In the event the determination of the status of the application as subject to AIA 35 U.S.C. 102 and 103 (or as subject to pre-AIA 35 U.S.C. 102 and 103) is incorrect, any correction of the statutory basis (i.e., changing from AIA to pre-AIA ) for the rejection will not be considered a new ground of rejection if the prior art relied upon, and the rationale supporting the rejection, would be the same under either status.
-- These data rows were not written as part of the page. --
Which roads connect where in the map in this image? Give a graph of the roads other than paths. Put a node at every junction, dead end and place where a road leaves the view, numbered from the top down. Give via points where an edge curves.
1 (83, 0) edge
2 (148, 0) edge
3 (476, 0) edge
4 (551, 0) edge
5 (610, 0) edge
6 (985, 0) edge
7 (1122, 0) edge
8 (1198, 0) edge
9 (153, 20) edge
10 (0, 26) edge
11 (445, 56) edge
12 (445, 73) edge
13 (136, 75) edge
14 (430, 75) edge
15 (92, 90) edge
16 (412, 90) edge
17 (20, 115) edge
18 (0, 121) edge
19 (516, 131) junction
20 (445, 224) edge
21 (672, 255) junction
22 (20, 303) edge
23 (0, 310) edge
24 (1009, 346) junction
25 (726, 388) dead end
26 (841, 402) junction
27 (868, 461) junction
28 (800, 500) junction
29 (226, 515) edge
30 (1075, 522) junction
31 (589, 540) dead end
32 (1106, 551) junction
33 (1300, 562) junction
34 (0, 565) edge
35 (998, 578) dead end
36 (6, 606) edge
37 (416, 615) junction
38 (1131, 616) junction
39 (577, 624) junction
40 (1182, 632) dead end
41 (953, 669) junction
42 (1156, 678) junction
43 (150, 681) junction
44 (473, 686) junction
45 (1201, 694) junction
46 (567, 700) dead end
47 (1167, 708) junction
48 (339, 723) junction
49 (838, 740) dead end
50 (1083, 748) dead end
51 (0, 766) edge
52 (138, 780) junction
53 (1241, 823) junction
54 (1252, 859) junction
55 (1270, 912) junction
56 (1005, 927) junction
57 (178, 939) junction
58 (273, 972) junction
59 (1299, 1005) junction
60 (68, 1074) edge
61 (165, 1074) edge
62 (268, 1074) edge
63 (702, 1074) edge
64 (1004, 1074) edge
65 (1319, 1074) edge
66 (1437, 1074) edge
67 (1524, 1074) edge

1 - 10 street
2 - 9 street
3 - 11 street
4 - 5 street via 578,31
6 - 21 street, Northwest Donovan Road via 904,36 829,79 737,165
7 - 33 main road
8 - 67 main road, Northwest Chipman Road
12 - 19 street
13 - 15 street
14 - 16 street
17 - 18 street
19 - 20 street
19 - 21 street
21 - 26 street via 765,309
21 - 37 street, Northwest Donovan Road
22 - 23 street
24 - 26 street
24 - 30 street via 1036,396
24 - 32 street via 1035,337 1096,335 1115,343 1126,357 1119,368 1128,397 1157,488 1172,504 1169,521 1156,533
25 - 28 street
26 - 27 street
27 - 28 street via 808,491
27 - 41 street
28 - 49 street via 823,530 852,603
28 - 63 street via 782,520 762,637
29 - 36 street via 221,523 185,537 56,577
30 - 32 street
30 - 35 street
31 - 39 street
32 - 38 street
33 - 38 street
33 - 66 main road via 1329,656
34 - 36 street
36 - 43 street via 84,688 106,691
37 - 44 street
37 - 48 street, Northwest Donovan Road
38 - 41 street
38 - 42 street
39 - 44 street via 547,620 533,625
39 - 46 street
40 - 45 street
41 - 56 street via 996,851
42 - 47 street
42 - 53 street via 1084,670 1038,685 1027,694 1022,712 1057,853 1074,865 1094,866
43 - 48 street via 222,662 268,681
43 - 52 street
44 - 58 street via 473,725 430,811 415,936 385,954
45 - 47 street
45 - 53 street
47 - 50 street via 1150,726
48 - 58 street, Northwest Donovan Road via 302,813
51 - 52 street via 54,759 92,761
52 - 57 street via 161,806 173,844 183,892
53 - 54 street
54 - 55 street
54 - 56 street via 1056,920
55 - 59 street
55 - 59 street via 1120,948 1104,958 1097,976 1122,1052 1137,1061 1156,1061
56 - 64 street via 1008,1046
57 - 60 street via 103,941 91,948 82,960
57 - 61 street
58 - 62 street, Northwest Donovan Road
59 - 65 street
This application currently names joint inventors. In considering patentability of the claims the examiner presumes that the subject matter of the various claims was commonly owned as of the effective filing date of the claimed invention(s) absent any evidence to the contrary. Applicant is advised of the obligation under 37 CFR 1.56 to point out the inventor and effective filing dates of each claim that was not commonly owned as of the effective filing date of the later invention in order for the examiner to consider the applicability of 35 U.S.C. 102(b)(2)(C) for any potential 35 U.S.C. 102(a)(2) prior art against the later invention.
Claim Rejections - 35 USC § 103
The following is a quotation of 35 U.S.C. 103 which forms the basis for all obviousness rejections set forth in this Office action:
A patent for a claimed invention may not be obtained, notwithstanding that the claimed invention is not identically disclosed as set forth in section 102, if the differences between the claimed invention and the prior art are such that the claimed invention as a whole would have been obvious before the effective filing date of the claimed invention to a person having ordinary skill in the art to which the claimed invention pertains. Patentability shall not be negated by the manner in which the invention was made.
Claim(s) 1-3, 5, 7-10, 12, and 14 is/are rejected under 35 U.S.C. 103 as being unpatentable over US Patent Application Publication Number 2022/0137688 to Wang et al. (“Wang”), US Patent Application Publication Number 2021/0356924 to Donnig et al. (“Donnig”), and knowledge commonly known in the art, as evidenced by US Patent Application Publication Number 2018/0316270 to Radic et al. (“Radic”).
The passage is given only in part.